What "1:1 Support" Actually Means in Legal Terms

The IDP should distinguish between:

1:1 support — the TA is working exclusively with your child during those hours. Nobody else. This is the most protective form of ALP for children with high-complexity needs.

In-class TA support — the TA is in the classroom but may be assisting other children as well. This counts as ALP but is less intensive and should not be conflated with 1:1 time.

Whole-class support — the TA supports the whole class environment. This is generally not Additional Learning Provision at all — it falls within what the ALN Code calls "ordinarily available inclusive practice," which any mainstream classroom is expected to provide.

When you read Section 2B, check which of these the IDP is actually describing. A plan that says "1:1 support" but delivers in-class TA time shared across three children is delivering far less than it implies — and you have grounds to challenge it.

Why Schools Resist Specifying TA Hours

The pressure to keep IDP language vague is primarily financial. TA staffing is the single largest controllable cost in a school's ALN budget. Once specific hours are written into a legally binding IDP, the school must fund and deliver them — or face legal consequences. Schools operating under constrained delegated ALN budgets routinely receive refusals from their local authority to increase spending, which creates a systemic pressure to underspecify provision.

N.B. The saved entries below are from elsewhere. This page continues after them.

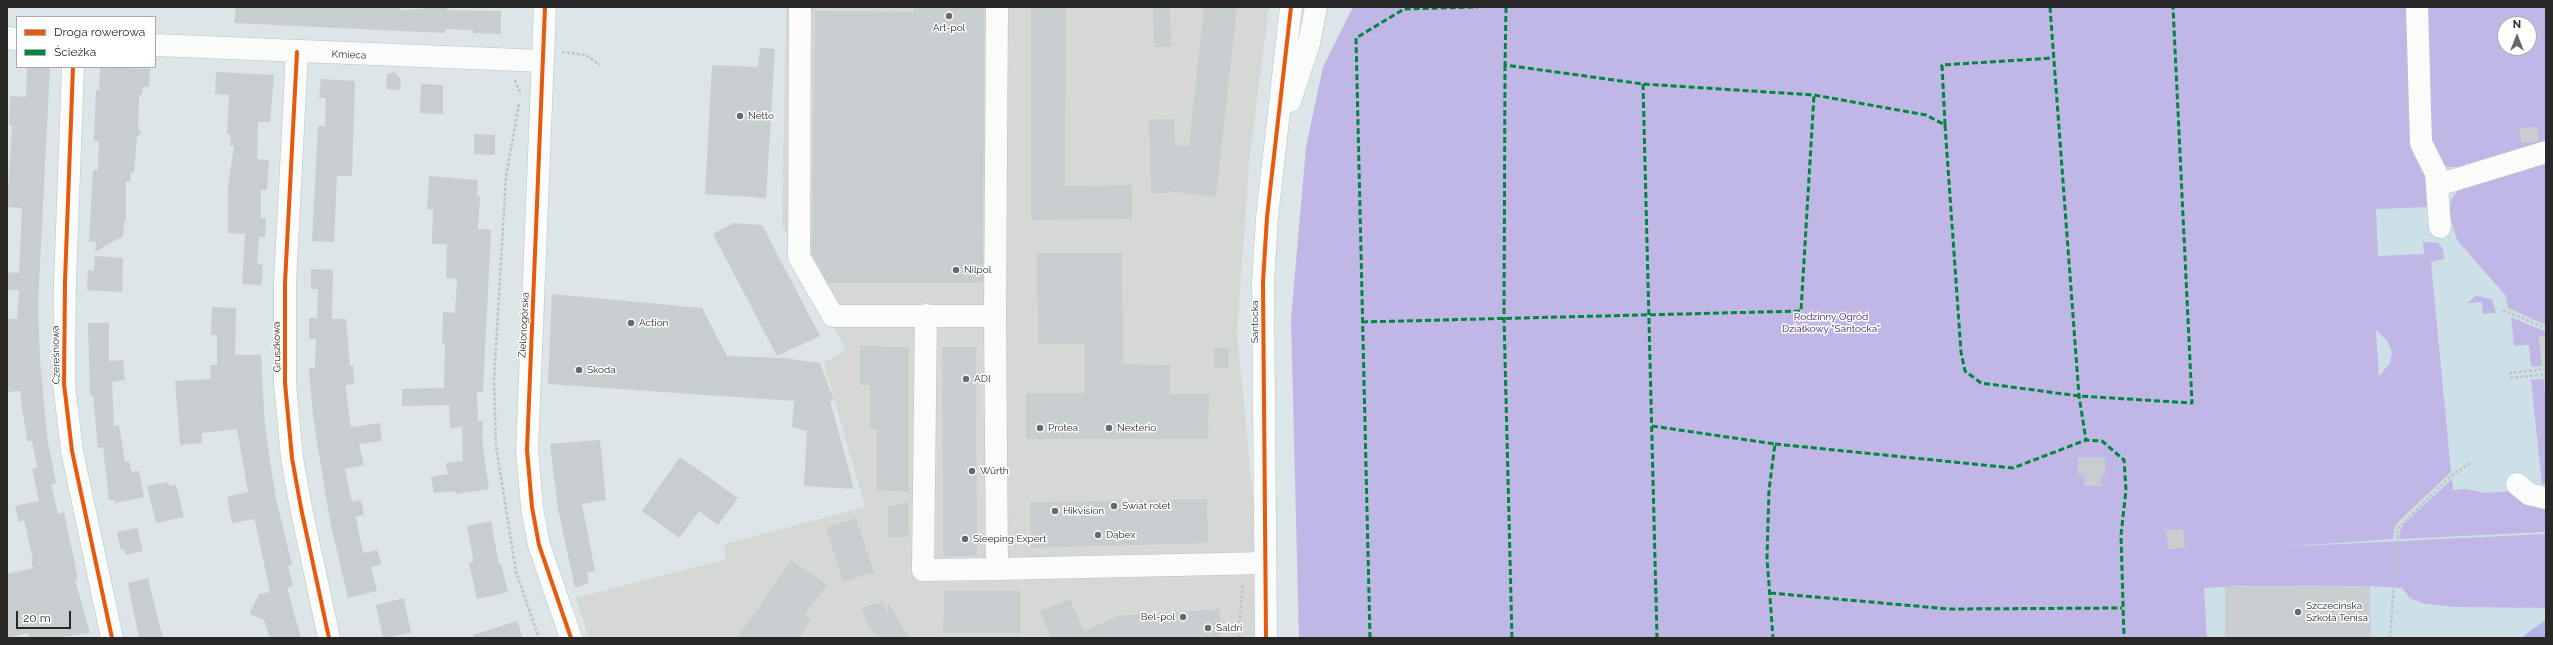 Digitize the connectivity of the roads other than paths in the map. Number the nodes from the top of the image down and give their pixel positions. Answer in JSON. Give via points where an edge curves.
{"nodes":[{"id":1,"x":545,"y":7,"type":"edge"},
{"id":2,"x":800,"y":7,"type":"edge"},
{"id":3,"x":997,"y":7,"type":"edge"},
{"id":4,"x":1291,"y":7,"type":"edge"},
{"id":5,"x":1316,"y":7,"type":"edge"},
{"id":6,"x":2417,"y":7,"type":"edge"},
{"id":7,"x":156,"y":45,"type":"edge"},
{"id":8,"x":297,"y":52,"type":"junction"},
{"id":9,"x":549,"y":56,"type":"junction"},
{"id":10,"x":73,"y":68,"type":"edge"},
{"id":11,"x":1277,"y":140,"type":"junction"},
{"id":12,"x":2546,"y":152,"type":"edge"},
{"id":13,"x":2438,"y":185,"type":"junction"},
{"id":14,"x":2440,"y":227,"type":"dead end"},
{"id":15,"x":926,"y":316,"type":"junction"},
{"id":16,"x":995,"y":316,"type":"junction"},
{"id":17,"x":2517,"y":484,"type":"dead end"},
{"id":18,"x":2546,"y":498,"type":"edge"},
{"id":19,"x":1265,"y":563,"type":"junction"},
{"id":20,"x":998,"y":569,"type":"junction"},
{"id":21,"x":112,"y":638,"type":"edge"},
{"id":22,"x":329,"y":638,"type":"edge"},
{"id":23,"x":571,"y":638,"type":"edge"},
{"id":24,"x":1266,"y":638,"type":"edge"}],
"edges":[{"from":1,"to":9,"type":"street","name":"Zielonogórska"},
{"from":2,"to":15,"type":"street","via":[[799,257],[833,316]]},
{"from":3,"to":16,"type":"street"},
{"from":4,"to":11,"type":"street","name":"Santocka"},
{"from":5,"to":11,"type":"street","name":"Santocka","via":[[1309,43]]},
{"from":6,"to":13,"type":"street","via":[[2421,143],[2433,165]]},
{"from":7,"to":8,"type":"street","name":"Kmieca"},
{"from":8,"to":9,"type":"street","name":"Kmieca"},
{"from":8,"to":22,"type":"street","name":"Gruszkowa","via":[[285,283],[285,389],[292,458]]},
{"from":9,"to":23,"type":"street","name":"Zielonogórska","via":[[527,411],[528,458],[532,507],[539,545]]},
{"from":10,"to":21,"type":"street","name":"Czereśniowa","via":[[64,309],[64,384],[72,451]]},
{"from":11,"to":19,"type":"street","name":"Santocka","via":[[1267,217],[1263,282]]},
{"from":12,"to":13,"type":"street"},
{"from":13,"to":14,"type":"street"},
{"from":15,"to":16,"type":"street"},
{"from":15,"to":20,"type":"street","via":[[923,570]]},
{"from":16,"to":20,"type":"street"},
{"from":17,"to":18,"type":"street","via":[[2529,494]]},
{"from":19,"to":20,"type":"street"},
{"from":19,"to":24,"type":"street","name":"Santocka"}]} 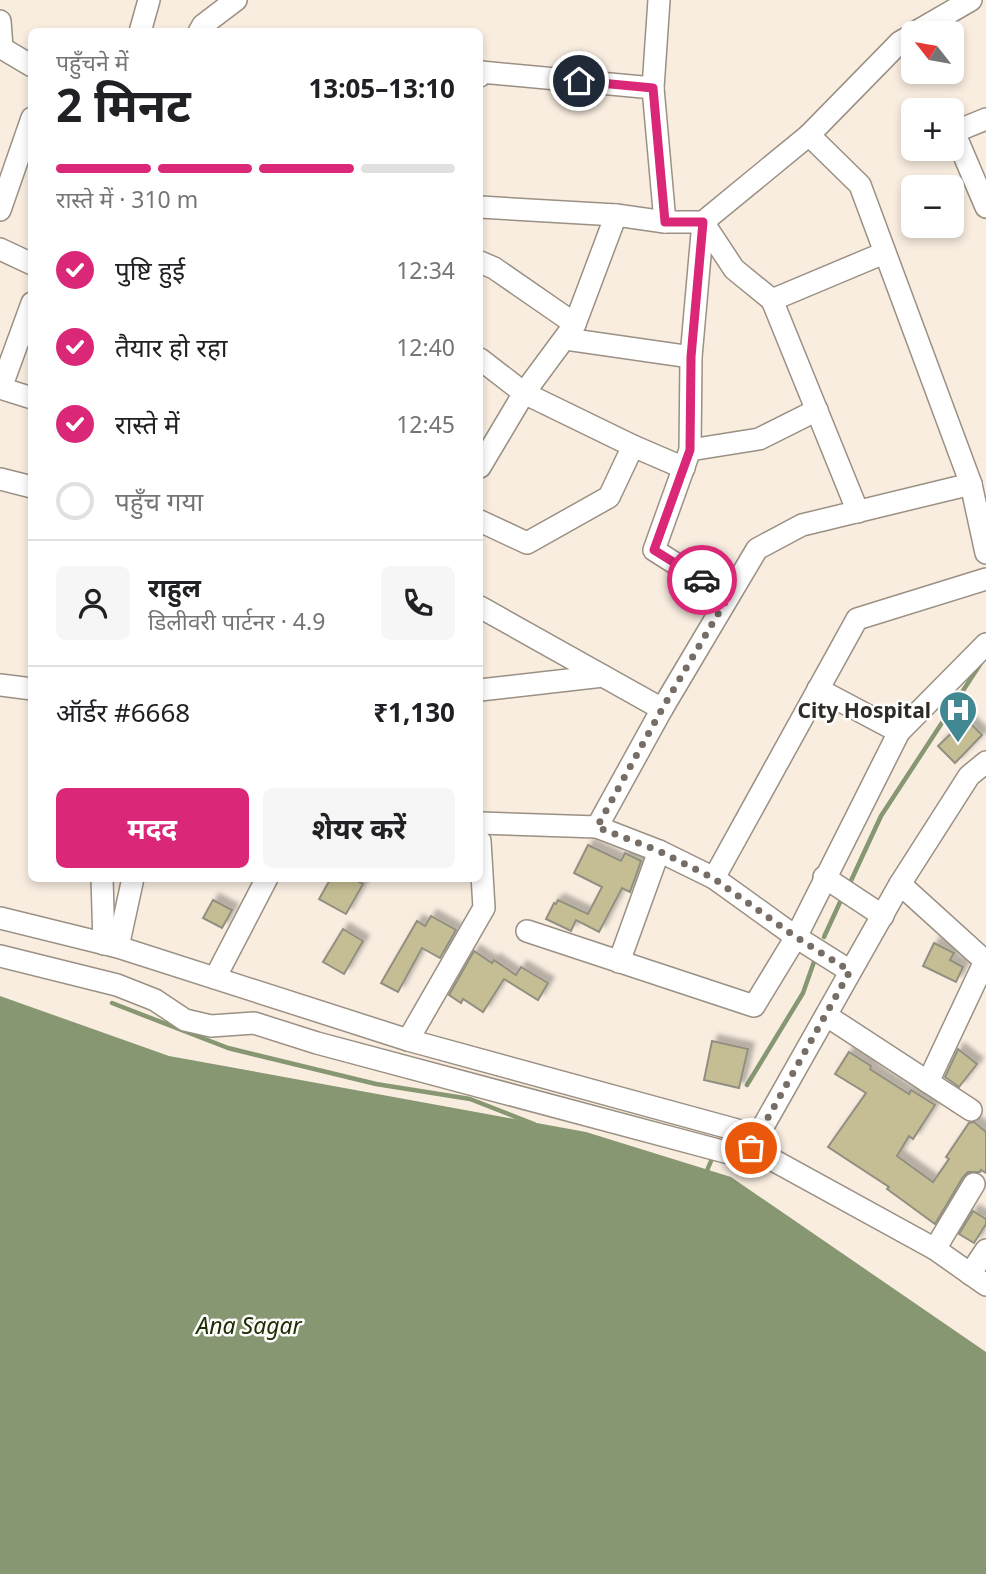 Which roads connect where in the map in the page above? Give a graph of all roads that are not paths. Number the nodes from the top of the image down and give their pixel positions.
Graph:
1 (149, 0) edge
2 (236, 0) edge
3 (659, 0) edge
4 (971, 0) edge
5 (0, 21) edge
6 (935, 21) edge
7 (141, 28) edge
8 (201, 28) edge
9 (901, 41) edge
10 (1, 48) edge
11 (28, 64) edge
12 (483, 72) edge
13 (653, 88) junction
14 (986, 118) edge
15 (28, 130) edge
16 (809, 135) junction
17 (483, 207) edge
18 (986, 207) edge
19 (0, 210) edge
20 (616, 215) junction
21 (665, 222) junction
22 (703, 222) junction
23 (0, 249) edge
24 (884, 253) junction
25 (28, 262) edge
26 (483, 263) edge
27 (772, 300) junction
28 (28, 314) edge
29 (570, 331) junction
30 (691, 357) junction
31 (483, 361) edge
32 (1, 388) edge
33 (524, 393) junction
34 (28, 397) edge
35 (817, 410) junction
36 (633, 446) junction
37 (687, 459) junction
38 (483, 462) edge
39 (0, 479) edge
40 (971, 484) junction
41 (28, 486) edge
42 (858, 512) junction
43 (483, 521) edge
44 (986, 553) edge
45 (986, 579) edge
46 (728, 597) junction
47 (483, 609) edge
48 (986, 644) edge
49 (550, 646) junction
50 (603, 676) junction
51 (568, 680) junction
52 (0, 685) edge
53 (28, 689) edge
54 (483, 690) edge
55 (818, 690) junction
56 (662, 709) junction
57 (899, 732) junction
58 (986, 762) edge
59 (483, 823) edge
60 (597, 827) junction
61 (659, 851) junction
62 (824, 877) junction
63 (713, 878) junction
64 (102, 882) edge
65 (131, 882) edge
66 (265, 882) edge
67 (482, 882) edge
68 (900, 884) junction
69 (883, 916) junction
70 (0, 918) edge
71 (527, 931) dead end
72 (796, 937) junction
73 (102, 943) junction
74 (0, 956) edge
75 (619, 962) junction
76 (983, 970) edge
77 (850, 971) junction
78 (82, 976) junction
79 (215, 978) junction
80 (827, 1016) junction
81 (408, 1040) junction
82 (928, 1082) junction
83 (971, 1111) dead end
84 (712, 1123) junction
85 (702, 1146) junction
86 (751, 1148) junction
87 (974, 1184) dead end
88 (935, 1249) junction
89 (986, 1250) edge
90 (978, 1279) edge

1 - 7 street
2 - 8 street
3 - 13 street
4 - 6 street
5 - 10 street
9 - 16 street
10 - 11 street
12 - 13 street
13 - 21 street
14 - 18 street
15 - 19 street
16 - 22 street
16 - 24 street
17 - 20 street
20 - 21 street
20 - 29 street
21 - 22 street
22 - 27 street
22 - 30 street
23 - 25 street
24 - 27 street
24 - 40 street
26 - 29 street
27 - 35 street
28 - 32 street
29 - 30 street
29 - 33 street
30 - 37 street
31 - 33 street
32 - 34 street
33 - 36 street
33 - 38 street
35 - 37 street
35 - 42 street
36 - 37 street
36 - 43 street
37 - 46 street
39 - 41 street
40 - 42 street
40 - 44 street
42 - 46 street
45 - 55 street
46 - 56 street
47 - 49 street
48 - 57 street
49 - 50 street
49 - 51 street
50 - 51 street
50 - 56 street
51 - 54 street
52 - 53 street
55 - 57 street
55 - 63 street
56 - 60 street
57 - 62 street
58 - 68 street
59 - 60 street
60 - 61 street
61 - 63 street
61 - 75 street
62 - 69 street
62 - 72 street
63 - 72 street
64 - 73 street
65 - 73 street
66 - 79 street
67 - 81 street
68 - 69 street
68 - 76 street
69 - 77 street
70 - 73 street
71 - 75 street
72 - 75 street
72 - 77 street
73 - 78 street
73 - 79 street
74 - 78 street
76 - 82 street
77 - 80 street
78 - 85 street
79 - 81 street
80 - 82 street
80 - 86 street
81 - 84 street
82 - 83 street
84 - 85 street
84 - 86 street
85 - 86 street
86 - 88 street
87 - 88 street
88 - 90 street
89 - 90 street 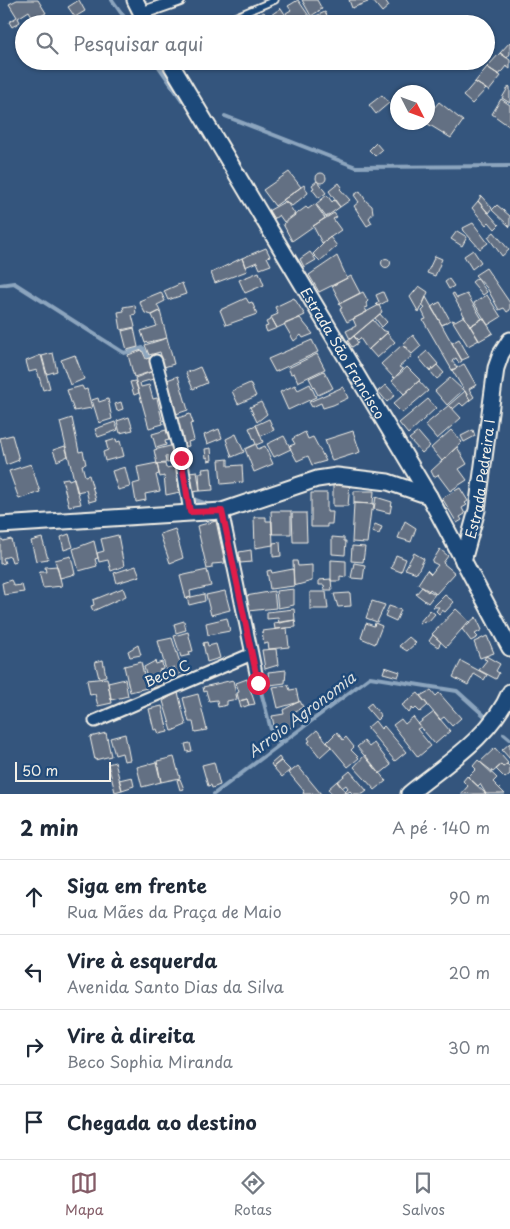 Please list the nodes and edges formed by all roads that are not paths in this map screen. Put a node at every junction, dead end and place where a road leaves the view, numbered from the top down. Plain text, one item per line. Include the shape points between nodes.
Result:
1 (179, 0) edge
2 (275, 0) edge
3 (141, 12) edge
4 (239, 15) edge
5 (174, 70) edge
6 (510, 340) edge
7 (156, 361) dead end
8 (428, 496) junction
9 (222, 511) junction
10 (190, 512) junction
11 (0, 525) edge
12 (463, 561) junction
13 (510, 648) edge
14 (252, 654) junction
15 (258, 683) dead end
16 (510, 692) edge
17 (95, 721) dead end
18 (409, 794) edge

1 - 3 street
2 - 4 lane
5 - 8 main road, Estrada São Francisco
6 - 12 main road, Estrada Pedreira I via 496,368 477,510
7 - 10 street via 181,458
8 - 9 main road via 388,482 337,476 317,479
8 - 12 main road, Estrada São Francisco
9 - 10 main road
9 - 14 street
10 - 11 main road
12 - 13 main road, Estrada São Francisco
14 - 15 street
14 - 17 street, Beco C
16 - 18 main road via 499,714 486,729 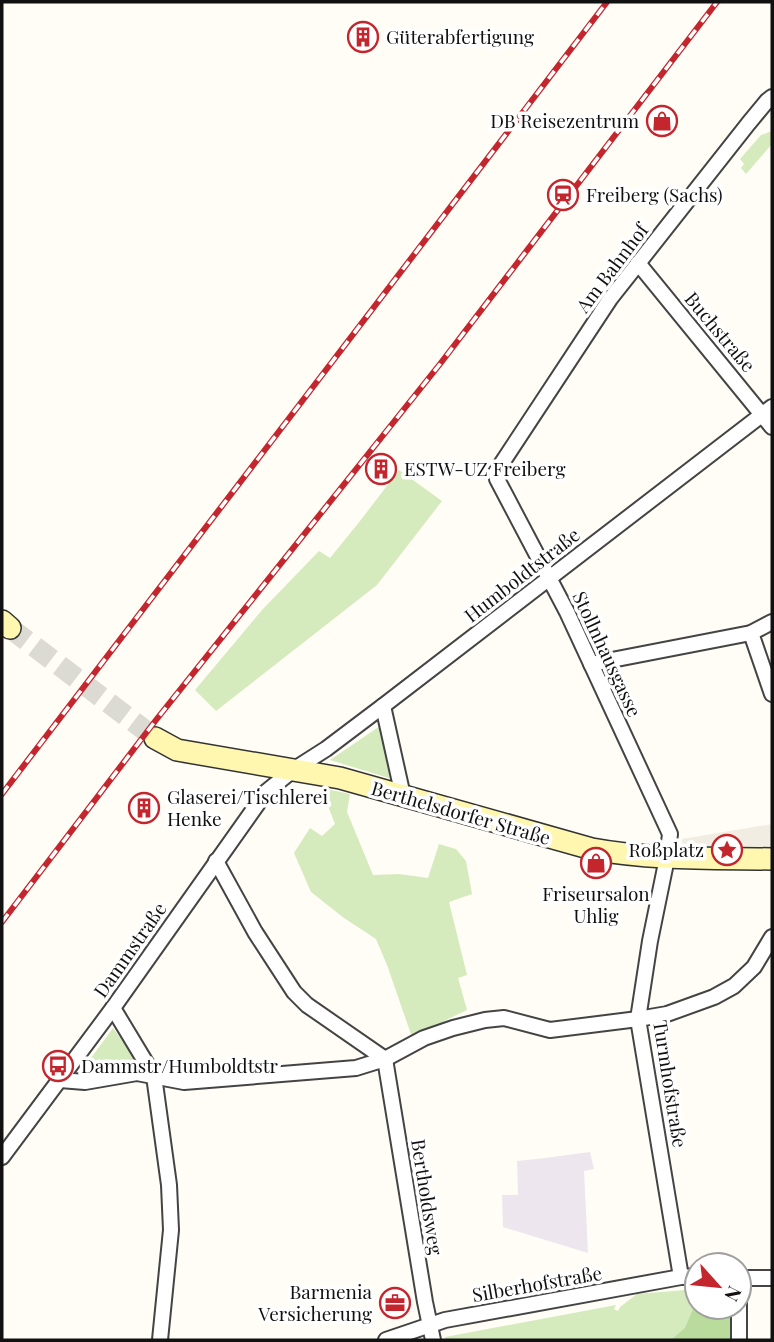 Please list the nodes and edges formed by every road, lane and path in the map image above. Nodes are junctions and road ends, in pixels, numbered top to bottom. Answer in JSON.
{"nodes":[{"id":1,"x":772,"y":97,"type":"edge"},
{"id":2,"x":638,"y":263,"type":"junction"},
{"id":3,"x":767,"y":411,"type":"edge"},
{"id":4,"x":772,"y":427,"type":"edge"},
{"id":5,"x":496,"y":472,"type":"joint"},
{"id":6,"x":550,"y":578,"type":"junction"},
{"id":7,"x":772,"y":622,"type":"edge"},
{"id":8,"x":751,"y":633,"type":"junction"},
{"id":9,"x":591,"y":664,"type":"junction"},
{"id":10,"x":772,"y":694,"type":"edge"},
{"id":11,"x":383,"y":706,"type":"junction"},
{"id":12,"x":155,"y":738,"type":"tunnel mouth"},
{"id":13,"x":293,"y":770,"type":"junction"},
{"id":14,"x":404,"y":796,"type":"junction"},
{"id":15,"x":667,"y":858,"type":"junction"},
{"id":16,"x":772,"y":859,"type":"edge"},
{"id":17,"x":216,"y":861,"type":"junction"},
{"id":18,"x":772,"y":937,"type":"edge"},
{"id":19,"x":113,"y":1008,"type":"junction"},
{"id":20,"x":638,"y":1019,"type":"junction"},
{"id":21,"x":385,"y":1059,"type":"junction"},
{"id":22,"x":154,"y":1076,"type":"junction"},
{"id":23,"x":60,"y":1080,"type":"junction"},
{"id":24,"x":2,"y":1157,"type":"edge"},
{"id":25,"x":681,"y":1277,"type":"joint"},
{"id":26,"x":753,"y":1278,"type":"edge"},
{"id":27,"x":772,"y":1278,"type":"edge"},
{"id":28,"x":740,"y":1321,"type":"edge"},
{"id":29,"x":429,"y":1325,"type":"junction"},
{"id":30,"x":160,"y":1340,"type":"edge"},
{"id":31,"x":386,"y":1340,"type":"edge"},
{"id":32,"x":433,"y":1340,"type":"edge"},
{"id":33,"x":740,"y":1340,"type":"edge"}],
"edges":[{"from":1,"to":2,"type":"street","name":"Am Bahnhof"},
{"from":2,"to":3,"type":"street","name":"Buchstraße"},
{"from":2,"to":5,"type":"street","name":"Am Bahnhof"},
{"from":3,"to":4,"type":"street","name":"Buchstraße"},
{"from":3,"to":6,"type":"street","name":"Humboldtstraße"},
{"from":5,"to":6,"type":"street","name":"Stollnhausgasse"},
{"from":6,"to":9,"type":"street","name":"Stollnhausgasse"},
{"from":6,"to":11,"type":"street","name":"Humboldtstraße"},
{"from":7,"to":8,"type":"street"},
{"from":8,"to":9,"type":"street"},
{"from":8,"to":10,"type":"street"},
{"from":9,"to":15,"type":"street","name":"Stollnhausgasse"},
{"from":11,"to":13,"type":"street","name":"Humboldtstraße"},
{"from":11,"to":14,"type":"street"},
{"from":12,"to":13,"type":"street","name":"Berthelsdorfer Straße"},
{"from":13,"to":14,"type":"street","name":"Berthelsdorfer Straße"},
{"from":13,"to":17,"type":"street","name":"Dammstraße"},
{"from":14,"to":15,"type":"street","name":"Berthelsdorfer Straße"},
{"from":15,"to":16,"type":"street","name":"Berthelsdorfer Straße"},
{"from":15,"to":20,"type":"street","name":"Turmhofstraße"},
{"from":17,"to":19,"type":"street","name":"Dammstraße"},
{"from":17,"to":21,"type":"street"},
{"from":18,"to":20,"type":"street"},
{"from":19,"to":22,"type":"street"},
{"from":19,"to":23,"type":"street","name":"Dammstraße"},
{"from":20,"to":21,"type":"street"},
{"from":20,"to":25,"type":"street","name":"Turmhofstraße"},
{"from":21,"to":22,"type":"street"},
{"from":21,"to":29,"type":"street","name":"Bertholdsweg"},
{"from":22,"to":23,"type":"street"},
{"from":22,"to":30,"type":"street"},
{"from":23,"to":24,"type":"street","name":"Dammstraße"},
{"from":25,"to":29,"type":"street","name":"Silberhofstraße"},
{"from":26,"to":27,"type":"street"},
{"from":28,"to":33,"type":"street"},
{"from":29,"to":31,"type":"street","name":"Silberhofstraße"},
{"from":29,"to":32,"type":"street","name":"Bertholdsweg"}]}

Audit Wales found that council expenditure on ALN increased by 34% in real terms between 2018-19 and 2025-26, yet the majority of schools still report serious budget gaps between what children need and what they can fund from their delegated resources. The result is that ALNCos draft IDPs around what they can deliver, not around what the child's needs actually require.

This pressure does not change your child's legal entitlement. If the ALN Code says the ALP must be quantified, the school is legally required to quantify it — even if that means going back to the LA for additional resources.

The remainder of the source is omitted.